_Try it_
The part to set down runs from the first line of the data below through the line with "Build a routing graph from the street", inclusive; write it exactly and leave out the pictures.

▬▬▬

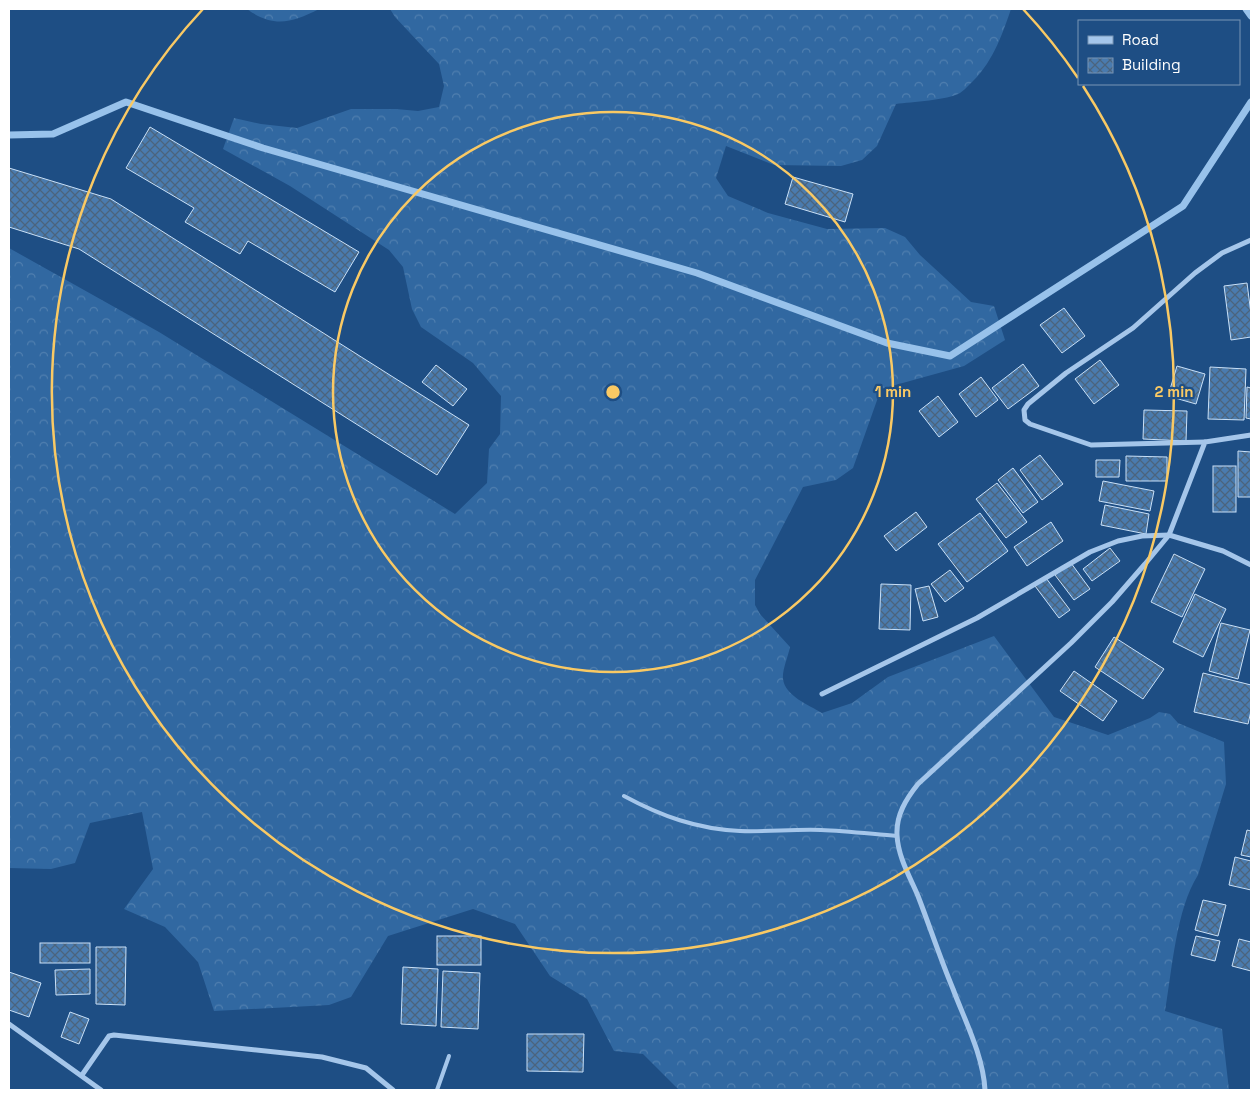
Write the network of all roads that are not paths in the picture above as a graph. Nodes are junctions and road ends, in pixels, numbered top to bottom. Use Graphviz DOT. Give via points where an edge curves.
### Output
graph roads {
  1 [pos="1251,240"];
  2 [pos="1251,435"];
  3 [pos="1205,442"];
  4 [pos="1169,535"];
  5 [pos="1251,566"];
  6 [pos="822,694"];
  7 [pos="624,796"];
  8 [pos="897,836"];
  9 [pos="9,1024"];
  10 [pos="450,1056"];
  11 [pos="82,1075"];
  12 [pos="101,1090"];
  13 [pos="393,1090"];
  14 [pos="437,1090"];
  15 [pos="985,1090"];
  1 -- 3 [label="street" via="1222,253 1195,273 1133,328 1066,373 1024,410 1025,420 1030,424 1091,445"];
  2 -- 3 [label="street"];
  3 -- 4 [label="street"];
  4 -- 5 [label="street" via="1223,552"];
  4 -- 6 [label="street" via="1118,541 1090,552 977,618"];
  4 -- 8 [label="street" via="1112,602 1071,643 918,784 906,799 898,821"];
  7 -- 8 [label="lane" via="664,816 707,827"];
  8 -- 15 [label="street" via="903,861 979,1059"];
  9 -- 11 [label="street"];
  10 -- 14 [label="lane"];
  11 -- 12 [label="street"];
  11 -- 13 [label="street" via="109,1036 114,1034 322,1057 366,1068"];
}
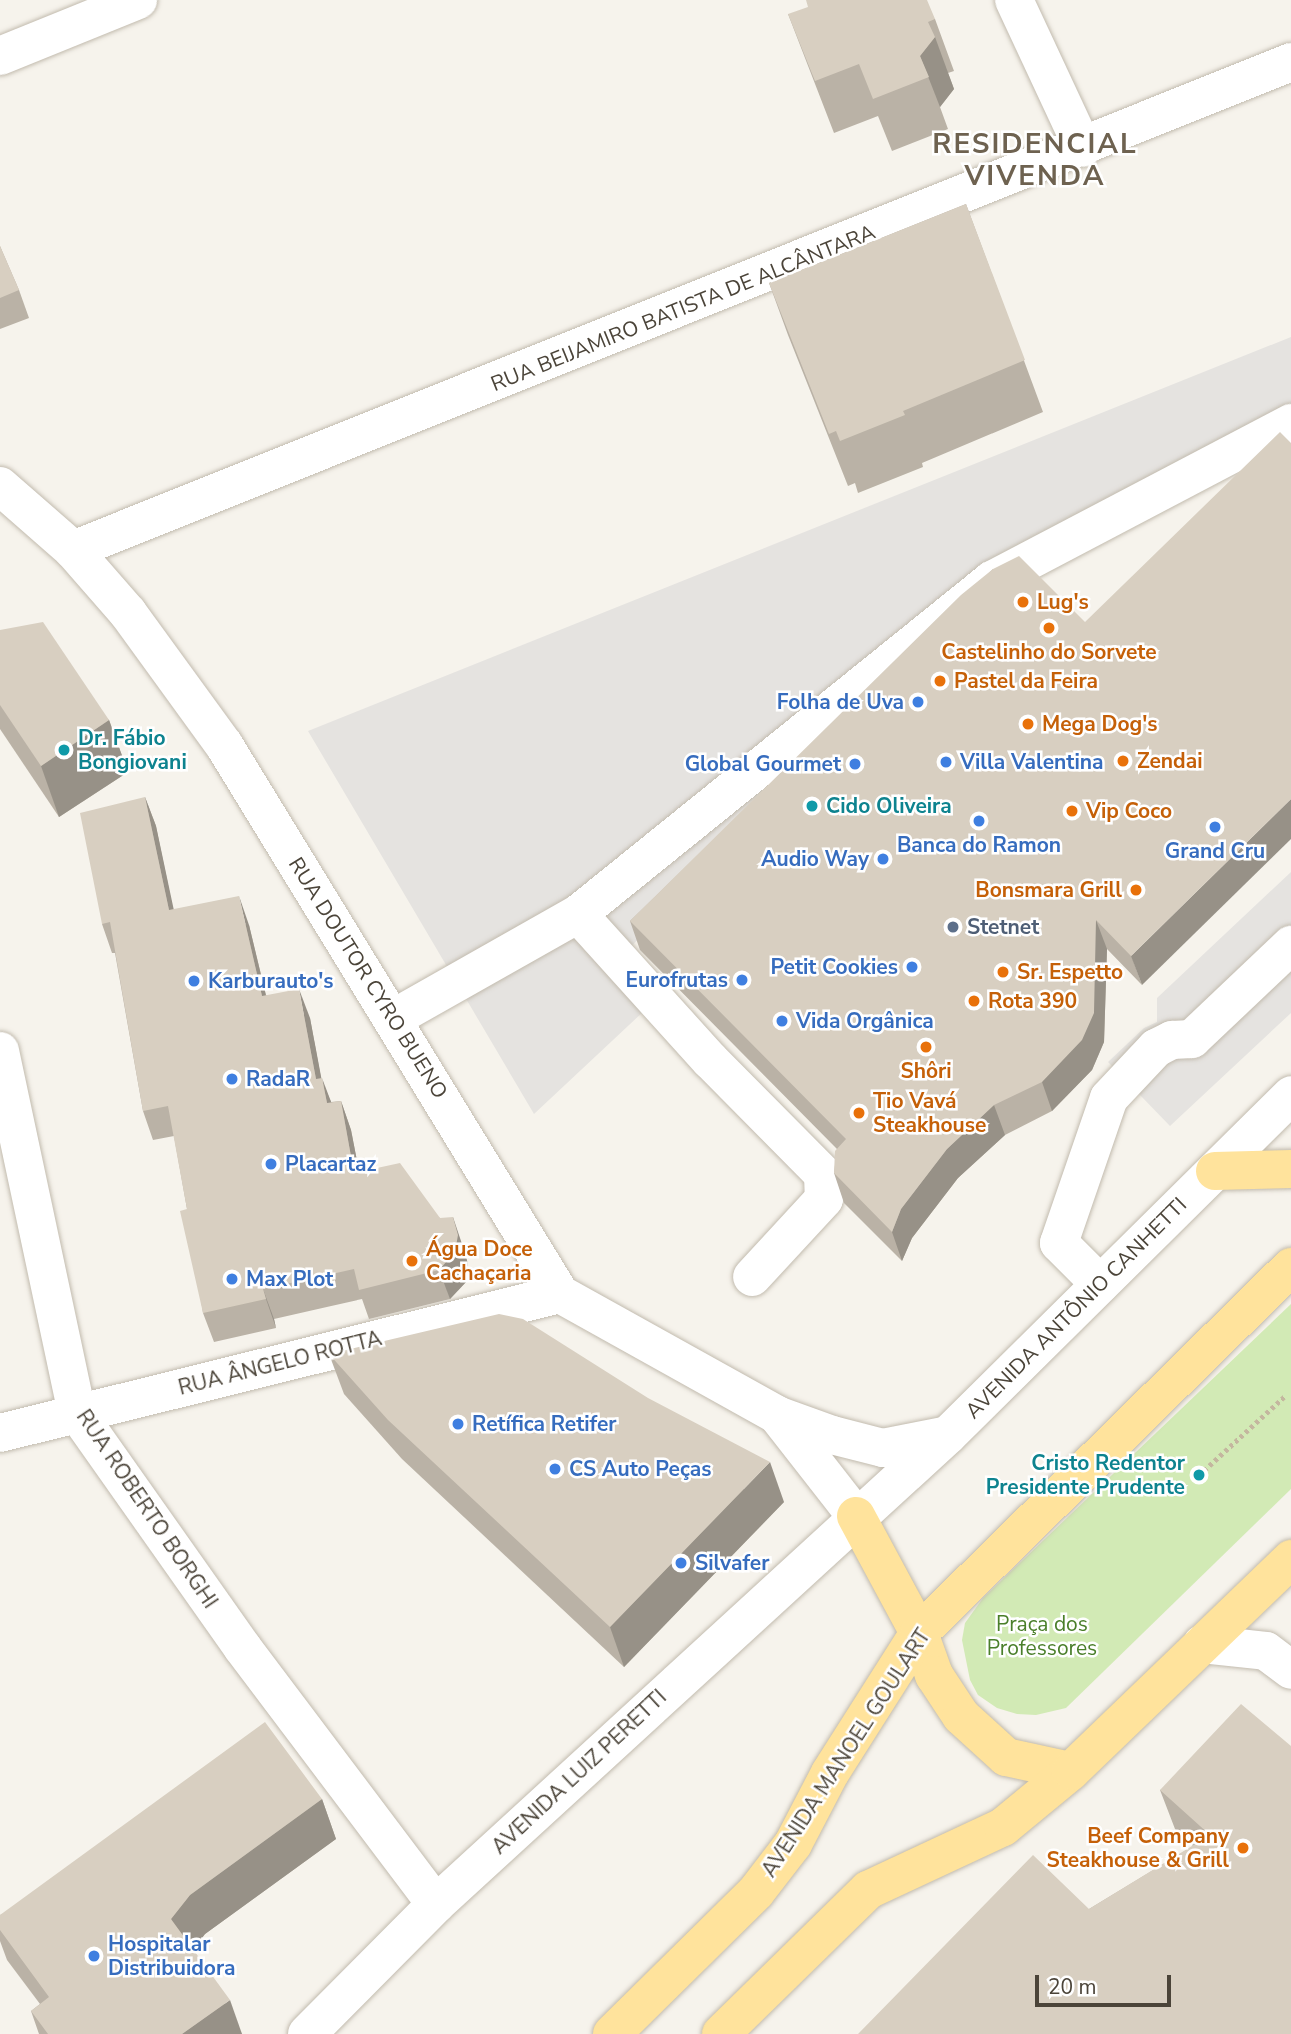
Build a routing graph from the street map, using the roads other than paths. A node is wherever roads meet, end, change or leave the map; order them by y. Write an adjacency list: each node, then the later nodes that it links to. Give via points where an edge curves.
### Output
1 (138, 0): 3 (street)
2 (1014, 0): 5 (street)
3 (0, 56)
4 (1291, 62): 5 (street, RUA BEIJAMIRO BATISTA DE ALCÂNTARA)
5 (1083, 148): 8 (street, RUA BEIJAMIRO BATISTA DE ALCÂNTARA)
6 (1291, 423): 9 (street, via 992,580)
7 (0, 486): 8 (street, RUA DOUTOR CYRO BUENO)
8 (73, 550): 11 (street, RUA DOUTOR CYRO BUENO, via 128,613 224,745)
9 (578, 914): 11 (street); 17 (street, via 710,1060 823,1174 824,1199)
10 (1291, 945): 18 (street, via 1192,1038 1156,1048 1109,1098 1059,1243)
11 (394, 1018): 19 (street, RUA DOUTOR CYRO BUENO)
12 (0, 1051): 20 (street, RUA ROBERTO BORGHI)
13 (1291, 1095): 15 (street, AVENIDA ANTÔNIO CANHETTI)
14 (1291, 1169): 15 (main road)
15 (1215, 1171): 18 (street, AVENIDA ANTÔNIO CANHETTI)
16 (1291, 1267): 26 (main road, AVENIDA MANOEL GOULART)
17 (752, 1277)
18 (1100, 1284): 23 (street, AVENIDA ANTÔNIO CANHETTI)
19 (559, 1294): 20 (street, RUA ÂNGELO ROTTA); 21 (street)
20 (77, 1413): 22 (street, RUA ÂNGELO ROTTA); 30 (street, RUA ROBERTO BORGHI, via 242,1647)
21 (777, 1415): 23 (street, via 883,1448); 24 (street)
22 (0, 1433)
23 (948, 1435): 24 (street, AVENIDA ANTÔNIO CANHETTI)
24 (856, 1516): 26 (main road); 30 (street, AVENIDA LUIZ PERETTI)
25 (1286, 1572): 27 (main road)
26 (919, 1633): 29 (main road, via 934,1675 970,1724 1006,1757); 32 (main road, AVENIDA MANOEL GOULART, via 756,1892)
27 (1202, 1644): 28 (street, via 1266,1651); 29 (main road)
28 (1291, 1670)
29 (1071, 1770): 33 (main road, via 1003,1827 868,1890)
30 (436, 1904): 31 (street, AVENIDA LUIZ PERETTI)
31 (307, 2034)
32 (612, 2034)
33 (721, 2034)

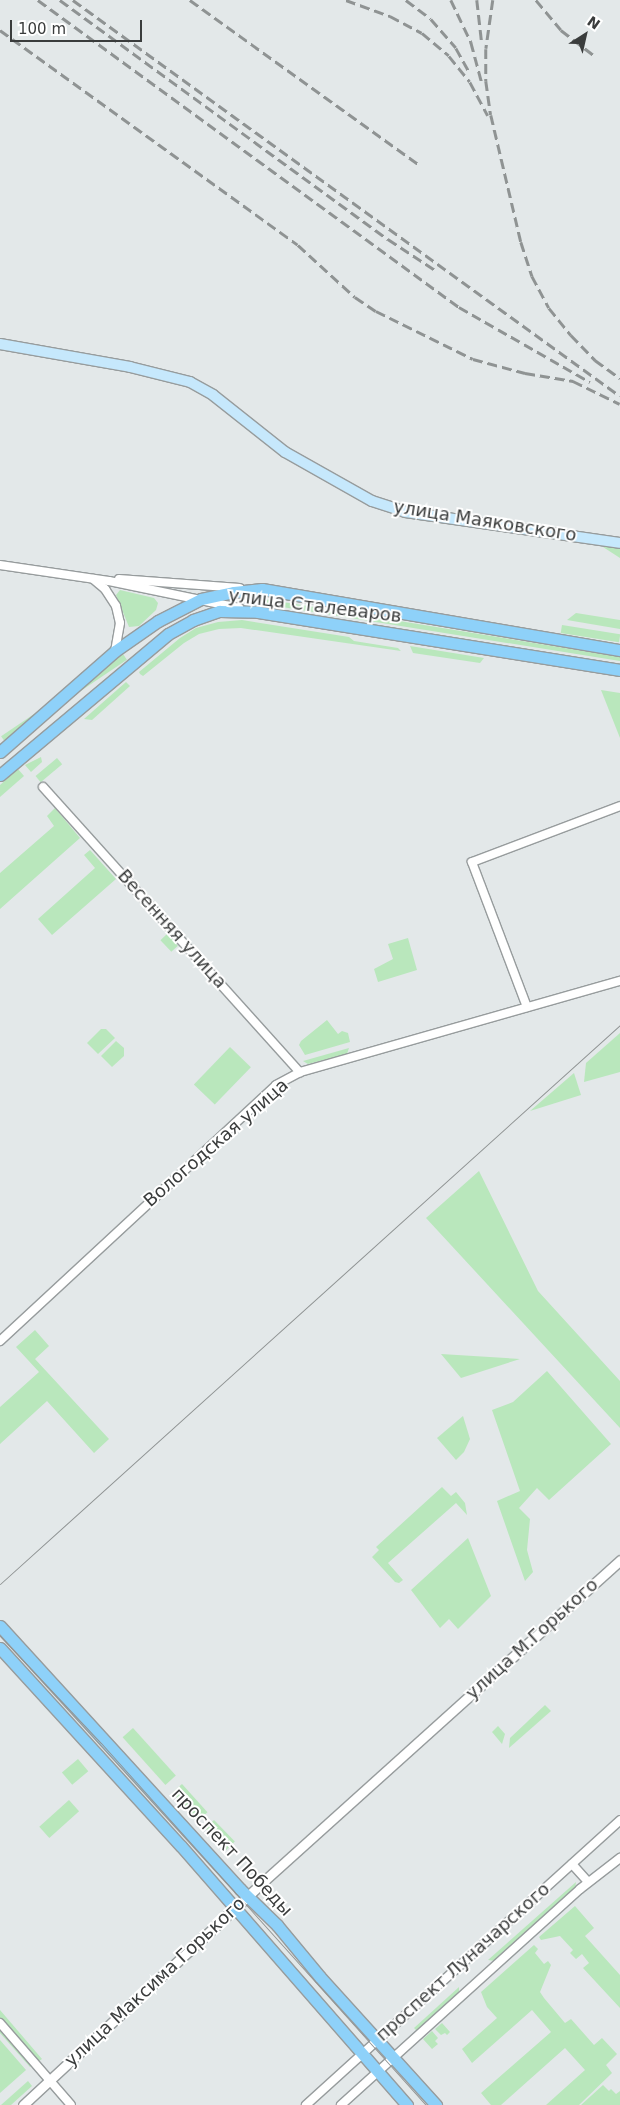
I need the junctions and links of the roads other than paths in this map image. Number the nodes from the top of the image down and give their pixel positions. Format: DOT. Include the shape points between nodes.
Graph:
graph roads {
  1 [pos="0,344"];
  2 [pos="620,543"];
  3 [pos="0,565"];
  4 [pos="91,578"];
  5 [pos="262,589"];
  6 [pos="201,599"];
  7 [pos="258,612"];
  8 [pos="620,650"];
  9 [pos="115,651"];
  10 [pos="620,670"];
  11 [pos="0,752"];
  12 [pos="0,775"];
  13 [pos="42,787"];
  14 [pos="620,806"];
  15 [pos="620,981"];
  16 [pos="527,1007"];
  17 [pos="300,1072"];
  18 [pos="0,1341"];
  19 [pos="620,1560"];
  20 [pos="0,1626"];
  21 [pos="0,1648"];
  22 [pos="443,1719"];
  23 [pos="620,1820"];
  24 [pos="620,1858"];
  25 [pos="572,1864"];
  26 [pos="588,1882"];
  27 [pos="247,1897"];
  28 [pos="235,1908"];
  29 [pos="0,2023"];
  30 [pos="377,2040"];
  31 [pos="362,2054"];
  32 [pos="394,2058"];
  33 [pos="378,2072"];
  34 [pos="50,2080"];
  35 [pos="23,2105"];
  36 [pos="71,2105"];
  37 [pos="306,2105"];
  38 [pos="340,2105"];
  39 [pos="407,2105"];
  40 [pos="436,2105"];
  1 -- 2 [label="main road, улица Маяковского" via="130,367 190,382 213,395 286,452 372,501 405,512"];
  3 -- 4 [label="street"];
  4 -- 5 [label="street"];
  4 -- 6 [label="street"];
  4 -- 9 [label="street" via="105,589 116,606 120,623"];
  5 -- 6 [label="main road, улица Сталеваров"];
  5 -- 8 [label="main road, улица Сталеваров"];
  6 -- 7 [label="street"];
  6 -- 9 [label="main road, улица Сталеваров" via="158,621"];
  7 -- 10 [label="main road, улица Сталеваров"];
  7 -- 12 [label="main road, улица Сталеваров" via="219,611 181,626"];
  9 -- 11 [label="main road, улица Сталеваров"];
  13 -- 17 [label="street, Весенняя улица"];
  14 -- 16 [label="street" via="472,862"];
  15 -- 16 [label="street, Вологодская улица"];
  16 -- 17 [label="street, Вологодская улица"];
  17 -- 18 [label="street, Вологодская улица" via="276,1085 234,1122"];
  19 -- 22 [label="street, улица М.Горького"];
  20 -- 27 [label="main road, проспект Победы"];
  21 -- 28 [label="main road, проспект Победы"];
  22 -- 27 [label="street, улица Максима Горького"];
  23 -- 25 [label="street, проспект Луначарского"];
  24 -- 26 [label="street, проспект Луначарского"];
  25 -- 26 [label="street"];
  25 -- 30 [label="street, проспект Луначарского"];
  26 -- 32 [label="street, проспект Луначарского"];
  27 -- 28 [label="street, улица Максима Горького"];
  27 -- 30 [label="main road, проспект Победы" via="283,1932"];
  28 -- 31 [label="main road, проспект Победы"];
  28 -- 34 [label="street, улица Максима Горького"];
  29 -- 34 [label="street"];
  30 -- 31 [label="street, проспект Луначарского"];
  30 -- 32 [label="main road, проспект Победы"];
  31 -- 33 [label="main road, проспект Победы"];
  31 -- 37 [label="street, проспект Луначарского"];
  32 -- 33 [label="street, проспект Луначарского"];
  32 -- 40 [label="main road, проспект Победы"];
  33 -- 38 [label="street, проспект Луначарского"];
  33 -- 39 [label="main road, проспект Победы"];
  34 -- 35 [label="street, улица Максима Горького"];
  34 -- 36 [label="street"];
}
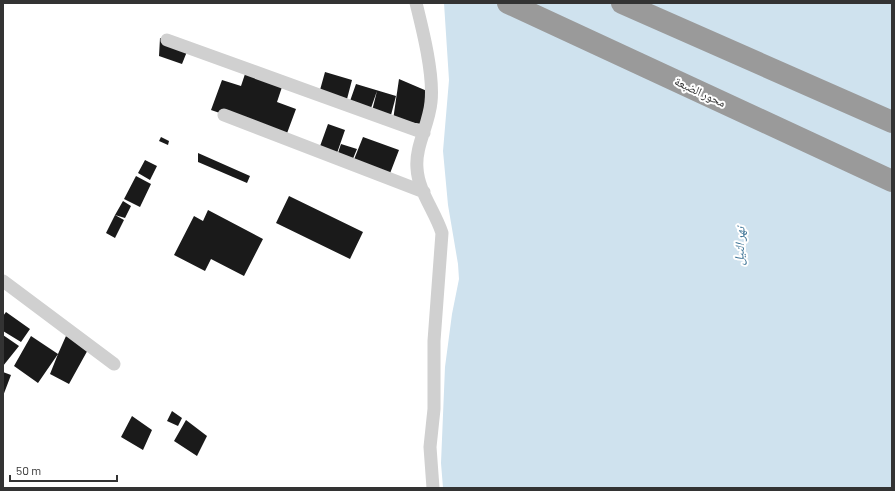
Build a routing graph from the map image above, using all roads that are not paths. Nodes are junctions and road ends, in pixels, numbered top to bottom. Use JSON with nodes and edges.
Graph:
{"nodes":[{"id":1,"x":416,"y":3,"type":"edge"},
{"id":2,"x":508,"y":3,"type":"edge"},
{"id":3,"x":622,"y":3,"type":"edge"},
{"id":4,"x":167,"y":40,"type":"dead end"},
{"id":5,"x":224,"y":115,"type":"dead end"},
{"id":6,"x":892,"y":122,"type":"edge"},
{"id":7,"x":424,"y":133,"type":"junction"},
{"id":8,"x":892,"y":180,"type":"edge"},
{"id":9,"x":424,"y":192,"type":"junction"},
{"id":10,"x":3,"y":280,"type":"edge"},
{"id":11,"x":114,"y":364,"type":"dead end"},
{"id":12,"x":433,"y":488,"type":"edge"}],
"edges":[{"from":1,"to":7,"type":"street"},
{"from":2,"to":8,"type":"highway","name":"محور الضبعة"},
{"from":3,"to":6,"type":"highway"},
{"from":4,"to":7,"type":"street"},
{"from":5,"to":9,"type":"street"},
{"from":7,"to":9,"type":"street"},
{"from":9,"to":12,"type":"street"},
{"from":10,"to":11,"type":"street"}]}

▬▬▬

_Result below_
Write the network of all roads that are not paths in the picture above as a graph. Nodes are junctions and road ends, in pixels, numbered top to bottom. Use Graphviz DOT. Give via points where an edge curves.
### Output
graph roads {
  1 [pos="1251,240"];
  2 [pos="1251,435"];
  3 [pos="1205,442"];
  4 [pos="1169,535"];
  5 [pos="1251,566"];
  6 [pos="822,694"];
  7 [pos="624,796"];
  8 [pos="897,836"];
  9 [pos="9,1024"];
  10 [pos="450,1056"];
  11 [pos="82,1075"];
  12 [pos="101,1090"];
  13 [pos="393,1090"];
  14 [pos="437,1090"];
  15 [pos="985,1090"];
  1 -- 3 [label="street" via="1222,253 1195,273 1133,328 1066,373 1024,410 1025,420 1030,424 1091,445"];
  2 -- 3 [label="street"];
  3 -- 4 [label="street"];
  4 -- 5 [label="street" via="1223,552"];
  4 -- 6 [label="street" via="1118,541 1090,552 977,618"];
  4 -- 8 [label="street" via="1112,602 1071,643 918,784 906,799 898,821"];
  7 -- 8 [label="lane" via="664,816 707,827"];
  8 -- 15 [label="street" via="903,861 979,1059"];
  9 -- 11 [label="street"];
  10 -- 14 [label="lane"];
  11 -- 12 [label="street"];
  11 -- 13 [label="street" via="109,1036 114,1034 322,1057 366,1068"];
}
Build a routing graph from the street map, using the roads other than paths. A node is wherever roads meet, end, change or leave the map; order them by y. Write an adjacency list: each node, then the later nodes that it links to. Give via points where an edge curves.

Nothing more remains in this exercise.